STMicro data showed that the average number of semiconductor chips per car had doubled during the 2017-2021 period, and expectations for further acceleration are expected to happen in the next few years.

Danny Lee, marketing director of Automotive Sub Group APeC of STMicro gave the example of cars of L2 and L4 autonomous driving, saying that the transition would create 2.5x of incremental demand for semiconductor content, let alone potential upside of using more GPUs, sensor fusion and Radar systems.

"Software-defined vehicle architectural change has multiplied our revenues five times," said Lee.
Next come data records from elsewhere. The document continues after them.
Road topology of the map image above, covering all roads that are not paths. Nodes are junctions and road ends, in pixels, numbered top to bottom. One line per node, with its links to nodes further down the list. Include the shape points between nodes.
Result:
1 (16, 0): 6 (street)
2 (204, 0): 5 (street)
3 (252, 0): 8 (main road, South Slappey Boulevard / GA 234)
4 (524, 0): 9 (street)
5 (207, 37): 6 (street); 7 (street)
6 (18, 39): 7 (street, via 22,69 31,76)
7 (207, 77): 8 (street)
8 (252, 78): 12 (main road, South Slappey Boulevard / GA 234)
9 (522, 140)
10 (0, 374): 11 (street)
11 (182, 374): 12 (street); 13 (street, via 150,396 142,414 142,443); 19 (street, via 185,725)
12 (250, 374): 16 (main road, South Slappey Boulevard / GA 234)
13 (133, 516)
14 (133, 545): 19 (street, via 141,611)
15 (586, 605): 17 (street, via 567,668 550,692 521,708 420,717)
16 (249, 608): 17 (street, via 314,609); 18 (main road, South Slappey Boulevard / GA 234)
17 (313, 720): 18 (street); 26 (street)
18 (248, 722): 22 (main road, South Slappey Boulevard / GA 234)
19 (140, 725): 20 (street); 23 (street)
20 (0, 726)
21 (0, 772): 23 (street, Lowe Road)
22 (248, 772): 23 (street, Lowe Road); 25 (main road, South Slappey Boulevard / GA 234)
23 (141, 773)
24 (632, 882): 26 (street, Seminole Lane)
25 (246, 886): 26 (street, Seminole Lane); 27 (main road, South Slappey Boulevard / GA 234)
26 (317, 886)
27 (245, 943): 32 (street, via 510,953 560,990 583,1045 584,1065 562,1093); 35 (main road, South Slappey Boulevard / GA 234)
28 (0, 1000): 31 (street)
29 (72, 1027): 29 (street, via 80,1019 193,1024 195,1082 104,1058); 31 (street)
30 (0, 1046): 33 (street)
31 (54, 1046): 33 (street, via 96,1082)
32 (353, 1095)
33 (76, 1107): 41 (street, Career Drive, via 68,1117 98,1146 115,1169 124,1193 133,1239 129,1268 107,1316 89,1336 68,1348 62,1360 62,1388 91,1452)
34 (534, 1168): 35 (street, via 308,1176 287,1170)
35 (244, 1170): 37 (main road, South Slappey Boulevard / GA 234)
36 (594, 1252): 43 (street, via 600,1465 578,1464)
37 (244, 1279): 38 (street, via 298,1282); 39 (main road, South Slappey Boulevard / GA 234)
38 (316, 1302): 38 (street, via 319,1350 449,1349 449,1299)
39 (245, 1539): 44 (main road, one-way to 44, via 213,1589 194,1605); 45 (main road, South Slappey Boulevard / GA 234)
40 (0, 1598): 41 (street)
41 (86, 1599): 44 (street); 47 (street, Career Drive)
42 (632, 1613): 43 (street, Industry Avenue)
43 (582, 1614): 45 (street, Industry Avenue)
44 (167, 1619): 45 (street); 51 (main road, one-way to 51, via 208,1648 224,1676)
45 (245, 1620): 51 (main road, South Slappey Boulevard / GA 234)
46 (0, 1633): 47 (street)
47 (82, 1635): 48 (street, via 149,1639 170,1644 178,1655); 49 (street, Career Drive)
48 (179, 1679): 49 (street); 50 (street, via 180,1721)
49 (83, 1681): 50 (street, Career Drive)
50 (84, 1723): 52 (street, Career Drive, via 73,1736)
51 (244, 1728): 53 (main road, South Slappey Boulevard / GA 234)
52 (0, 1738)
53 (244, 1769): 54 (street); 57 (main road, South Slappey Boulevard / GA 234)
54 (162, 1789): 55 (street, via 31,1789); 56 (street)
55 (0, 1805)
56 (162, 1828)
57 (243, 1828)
In traditional applications, additional and more complex ICs are required for the same Electronic Stability Control functionality for a next-generation automobile as one built in 2018. For example, the MCU spec will be triple core; 400 MHz; 6-8MB for next-gen autos, compared to single core; 120 MHz; 1 MB of an MCU in 2018. A next-gen auto requires 3 MCUs and about 13 ICs to achieve the Electronic Stability Control functionality, compared to 1 MCU and 3 ICs in 2018.

ST enjoys more than 50% of the market share in automotive and industrial semiconductors, with revenues projected to exceed US$1 billion in 2023, and remains the world's leader in the SiC MOSFET market. It has increased SiC capacities 10 times over the past 10 years and is aggressively pursuing GaN development. ST projects a 70x growth in global GaN market size (from US$0.126 billion to US$2.1 billion) between 2021 to 2027, with a compound annual growth rate of 59%.